*** Begin section ***

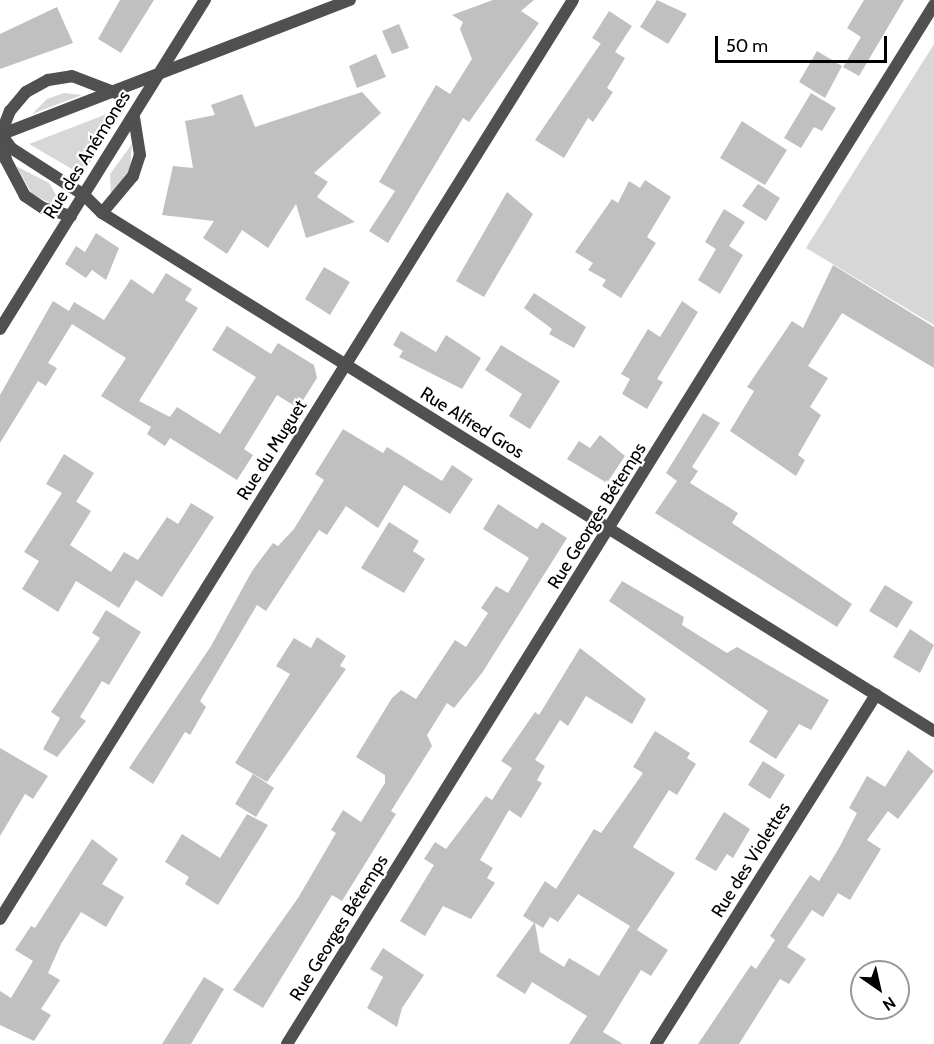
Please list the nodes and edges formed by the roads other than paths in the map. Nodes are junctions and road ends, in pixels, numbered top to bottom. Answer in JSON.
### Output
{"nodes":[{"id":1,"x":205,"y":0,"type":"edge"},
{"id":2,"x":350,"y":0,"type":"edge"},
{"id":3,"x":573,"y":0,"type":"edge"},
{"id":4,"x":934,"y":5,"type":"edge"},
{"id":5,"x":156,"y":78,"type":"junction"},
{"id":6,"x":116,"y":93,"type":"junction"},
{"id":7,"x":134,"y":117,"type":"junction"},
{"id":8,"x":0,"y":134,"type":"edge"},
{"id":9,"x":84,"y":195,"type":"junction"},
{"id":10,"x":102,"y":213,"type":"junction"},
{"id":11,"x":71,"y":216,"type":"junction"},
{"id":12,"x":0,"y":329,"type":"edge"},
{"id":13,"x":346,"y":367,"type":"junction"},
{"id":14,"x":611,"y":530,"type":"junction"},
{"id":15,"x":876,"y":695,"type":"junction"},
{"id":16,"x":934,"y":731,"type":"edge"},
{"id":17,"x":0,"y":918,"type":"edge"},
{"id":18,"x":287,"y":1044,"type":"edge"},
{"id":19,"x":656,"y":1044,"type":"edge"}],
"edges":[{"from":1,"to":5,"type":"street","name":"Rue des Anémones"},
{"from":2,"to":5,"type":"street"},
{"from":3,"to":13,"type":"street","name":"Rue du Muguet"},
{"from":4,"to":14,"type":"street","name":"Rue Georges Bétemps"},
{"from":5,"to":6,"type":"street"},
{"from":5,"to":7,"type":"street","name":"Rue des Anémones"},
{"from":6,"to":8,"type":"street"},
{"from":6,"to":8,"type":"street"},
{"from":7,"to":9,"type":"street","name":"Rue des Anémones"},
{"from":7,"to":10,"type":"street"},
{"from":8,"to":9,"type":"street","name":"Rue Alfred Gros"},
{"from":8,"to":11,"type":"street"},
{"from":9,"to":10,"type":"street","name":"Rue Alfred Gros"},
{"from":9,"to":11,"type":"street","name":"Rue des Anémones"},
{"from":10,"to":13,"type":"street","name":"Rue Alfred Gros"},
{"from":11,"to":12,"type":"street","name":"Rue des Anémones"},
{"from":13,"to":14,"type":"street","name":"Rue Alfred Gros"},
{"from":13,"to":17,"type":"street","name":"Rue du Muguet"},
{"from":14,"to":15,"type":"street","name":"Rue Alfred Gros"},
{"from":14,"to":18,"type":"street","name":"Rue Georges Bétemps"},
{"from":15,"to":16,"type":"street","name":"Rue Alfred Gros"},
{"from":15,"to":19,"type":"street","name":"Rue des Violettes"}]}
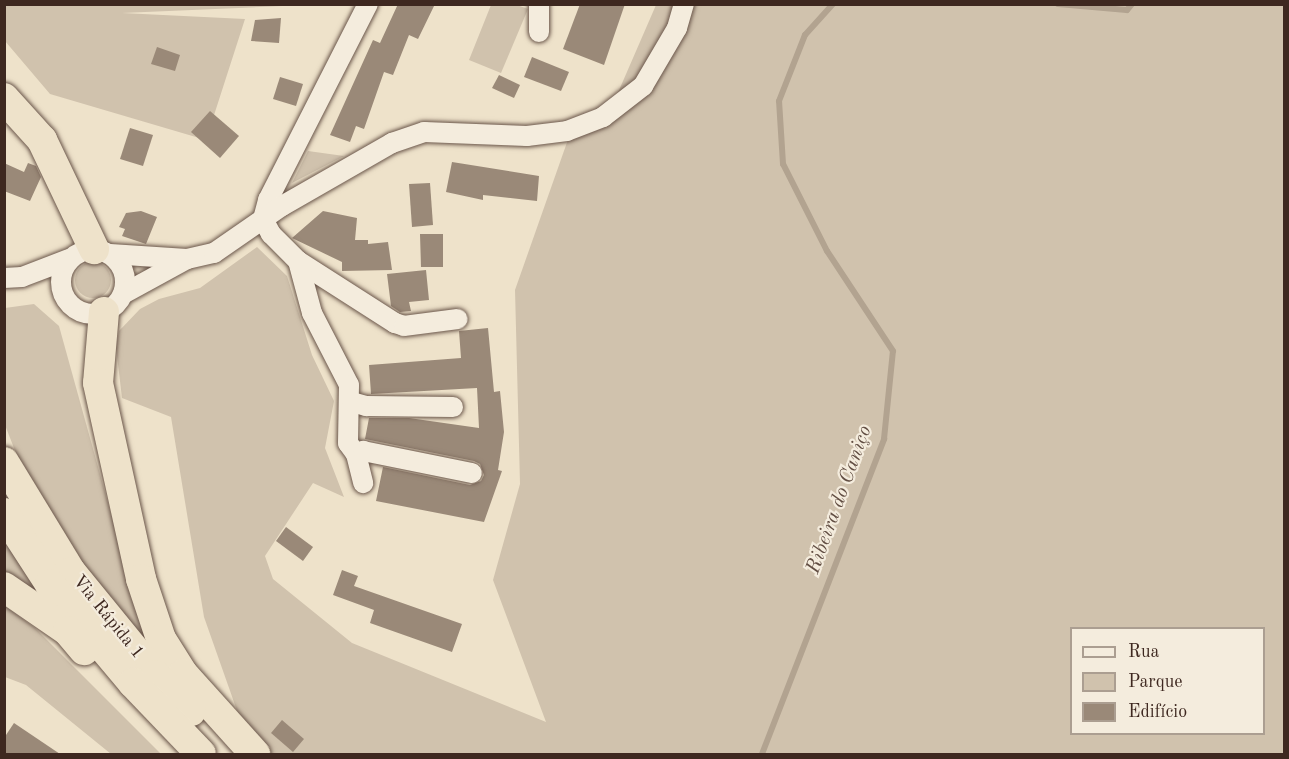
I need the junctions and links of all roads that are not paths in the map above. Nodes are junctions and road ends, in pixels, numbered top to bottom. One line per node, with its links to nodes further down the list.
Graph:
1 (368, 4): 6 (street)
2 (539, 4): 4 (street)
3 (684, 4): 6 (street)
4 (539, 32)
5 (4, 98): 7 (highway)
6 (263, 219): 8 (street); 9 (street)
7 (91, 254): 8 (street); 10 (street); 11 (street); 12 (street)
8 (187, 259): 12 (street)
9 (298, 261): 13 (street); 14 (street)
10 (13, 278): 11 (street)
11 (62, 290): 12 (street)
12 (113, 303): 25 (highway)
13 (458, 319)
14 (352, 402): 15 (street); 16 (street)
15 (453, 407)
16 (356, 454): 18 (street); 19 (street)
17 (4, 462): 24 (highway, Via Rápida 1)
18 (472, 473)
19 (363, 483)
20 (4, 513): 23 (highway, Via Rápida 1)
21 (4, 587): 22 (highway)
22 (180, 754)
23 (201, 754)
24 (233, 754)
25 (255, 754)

*** End section ***

Requirement ▸ An answer that restates all the entries exactly and drops the images is what is needed.

Exercise solution ▸
Please list the nodes and edges formed by the roads other than paths in the map. Nodes are junctions and road ends, in pixels, numbered top to bottom. Answer in JSON.
### Output
{"nodes":[{"id":1,"x":205,"y":0,"type":"edge"},
{"id":2,"x":350,"y":0,"type":"edge"},
{"id":3,"x":573,"y":0,"type":"edge"},
{"id":4,"x":934,"y":5,"type":"edge"},
{"id":5,"x":156,"y":78,"type":"junction"},
{"id":6,"x":116,"y":93,"type":"junction"},
{"id":7,"x":134,"y":117,"type":"junction"},
{"id":8,"x":0,"y":134,"type":"edge"},
{"id":9,"x":84,"y":195,"type":"junction"},
{"id":10,"x":102,"y":213,"type":"junction"},
{"id":11,"x":71,"y":216,"type":"junction"},
{"id":12,"x":0,"y":329,"type":"edge"},
{"id":13,"x":346,"y":367,"type":"junction"},
{"id":14,"x":611,"y":530,"type":"junction"},
{"id":15,"x":876,"y":695,"type":"junction"},
{"id":16,"x":934,"y":731,"type":"edge"},
{"id":17,"x":0,"y":918,"type":"edge"},
{"id":18,"x":287,"y":1044,"type":"edge"},
{"id":19,"x":656,"y":1044,"type":"edge"}],
"edges":[{"from":1,"to":5,"type":"street","name":"Rue des Anémones"},
{"from":2,"to":5,"type":"street"},
{"from":3,"to":13,"type":"street","name":"Rue du Muguet"},
{"from":4,"to":14,"type":"street","name":"Rue Georges Bétemps"},
{"from":5,"to":6,"type":"street"},
{"from":5,"to":7,"type":"street","name":"Rue des Anémones"},
{"from":6,"to":8,"type":"street"},
{"from":6,"to":8,"type":"street"},
{"from":7,"to":9,"type":"street","name":"Rue des Anémones"},
{"from":7,"to":10,"type":"street"},
{"from":8,"to":9,"type":"street","name":"Rue Alfred Gros"},
{"from":8,"to":11,"type":"street"},
{"from":9,"to":10,"type":"street","name":"Rue Alfred Gros"},
{"from":9,"to":11,"type":"street","name":"Rue des Anémones"},
{"from":10,"to":13,"type":"street","name":"Rue Alfred Gros"},
{"from":11,"to":12,"type":"street","name":"Rue des Anémones"},
{"from":13,"to":14,"type":"street","name":"Rue Alfred Gros"},
{"from":13,"to":17,"type":"street","name":"Rue du Muguet"},
{"from":14,"to":15,"type":"street","name":"Rue Alfred Gros"},
{"from":14,"to":18,"type":"street","name":"Rue Georges Bétemps"},
{"from":15,"to":16,"type":"street","name":"Rue Alfred Gros"},
{"from":15,"to":19,"type":"street","name":"Rue des Violettes"}]}
I need the junctions and links of all roads that are not paths in the map above. Nodes are junctions and road ends, in pixels, numbered top to bottom. One line per node, with its links to nodes further down the list.
Graph:
1 (368, 4): 6 (street)
2 (539, 4): 4 (street)
3 (684, 4): 6 (street)
4 (539, 32)
5 (4, 98): 7 (highway)
6 (263, 219): 8 (street); 9 (street)
7 (91, 254): 8 (street); 10 (street); 11 (street); 12 (street)
8 (187, 259): 12 (street)
9 (298, 261): 13 (street); 14 (street)
10 (13, 278): 11 (street)
11 (62, 290): 12 (street)
12 (113, 303): 25 (highway)
13 (458, 319)
14 (352, 402): 15 (street); 16 (street)
15 (453, 407)
16 (356, 454): 18 (street); 19 (street)
17 (4, 462): 24 (highway, Via Rápida 1)
18 (472, 473)
19 (363, 483)
20 (4, 513): 23 (highway, Via Rápida 1)
21 (4, 587): 22 (highway)
22 (180, 754)
23 (201, 754)
24 (233, 754)
25 (255, 754)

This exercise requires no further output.